_What is being asked_
Set down the data below in full and exactly, minus the pictures.

_Records to process_

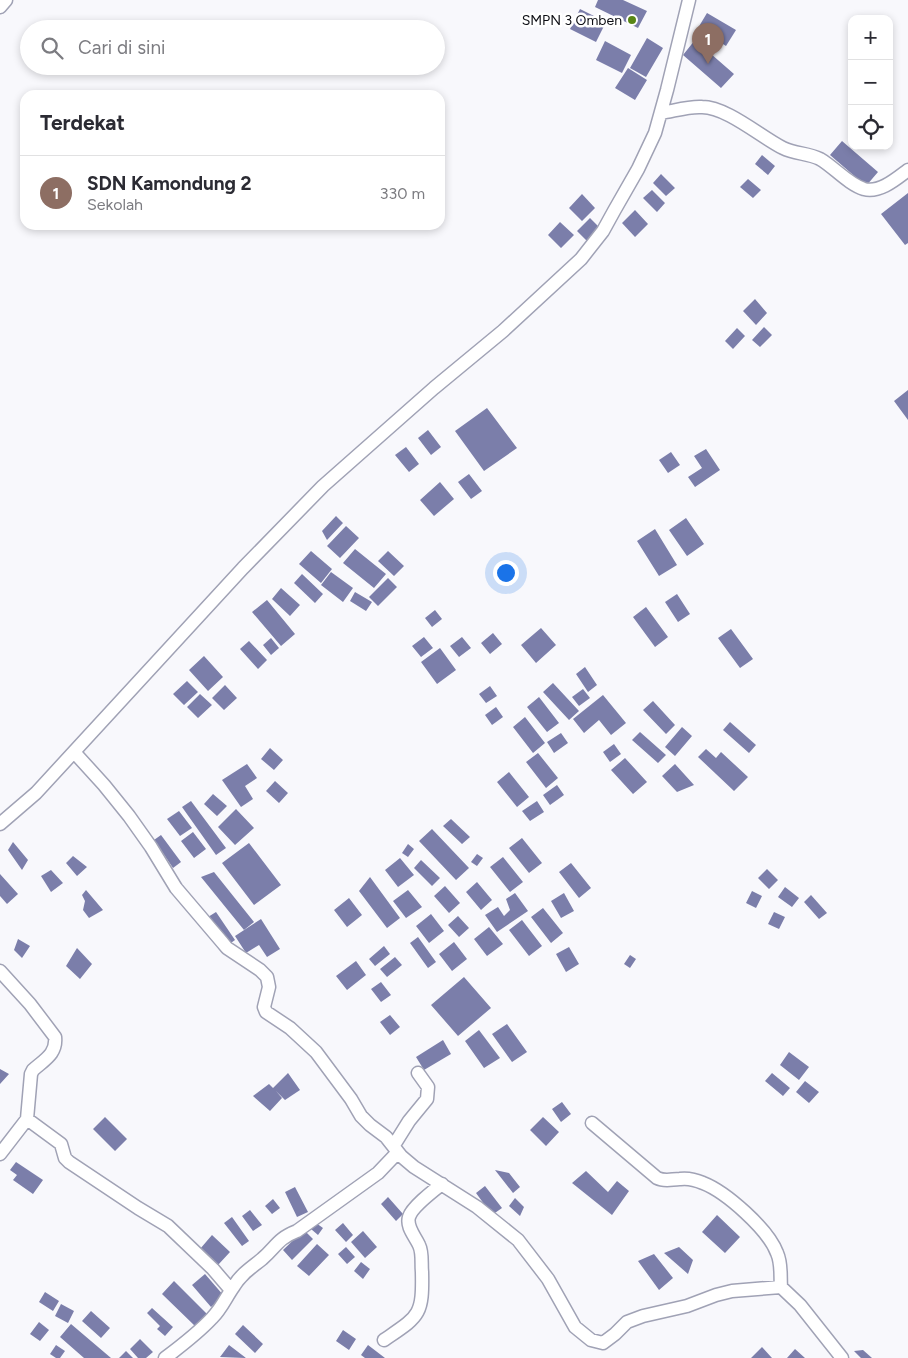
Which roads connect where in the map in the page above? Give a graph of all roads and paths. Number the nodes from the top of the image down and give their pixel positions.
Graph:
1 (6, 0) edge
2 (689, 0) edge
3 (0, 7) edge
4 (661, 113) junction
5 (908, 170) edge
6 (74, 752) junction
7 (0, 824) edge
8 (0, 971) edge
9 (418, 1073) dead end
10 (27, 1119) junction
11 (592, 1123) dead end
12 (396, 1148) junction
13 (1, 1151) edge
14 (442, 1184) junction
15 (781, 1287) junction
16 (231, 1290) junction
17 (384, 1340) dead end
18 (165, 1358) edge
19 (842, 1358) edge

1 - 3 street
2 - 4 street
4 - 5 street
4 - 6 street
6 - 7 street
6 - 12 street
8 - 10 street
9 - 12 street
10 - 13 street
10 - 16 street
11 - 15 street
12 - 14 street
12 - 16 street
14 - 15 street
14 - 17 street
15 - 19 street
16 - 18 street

_Response below_
Which roads connect where in the map in the page above? Give a graph of all roads and paths. Number the nodes from the top of the image down and give their pixel positions.
Graph:
1 (6, 0) edge
2 (689, 0) edge
3 (0, 7) edge
4 (661, 113) junction
5 (908, 170) edge
6 (74, 752) junction
7 (0, 824) edge
8 (0, 971) edge
9 (418, 1073) dead end
10 (27, 1119) junction
11 (592, 1123) dead end
12 (396, 1148) junction
13 (1, 1151) edge
14 (442, 1184) junction
15 (781, 1287) junction
16 (231, 1290) junction
17 (384, 1340) dead end
18 (165, 1358) edge
19 (842, 1358) edge

1 - 3 street
2 - 4 street
4 - 5 street
4 - 6 street
6 - 7 street
6 - 12 street
8 - 10 street
9 - 12 street
10 - 13 street
10 - 16 street
11 - 15 street
12 - 14 street
12 - 16 street
14 - 15 street
14 - 17 street
15 - 19 street
16 - 18 street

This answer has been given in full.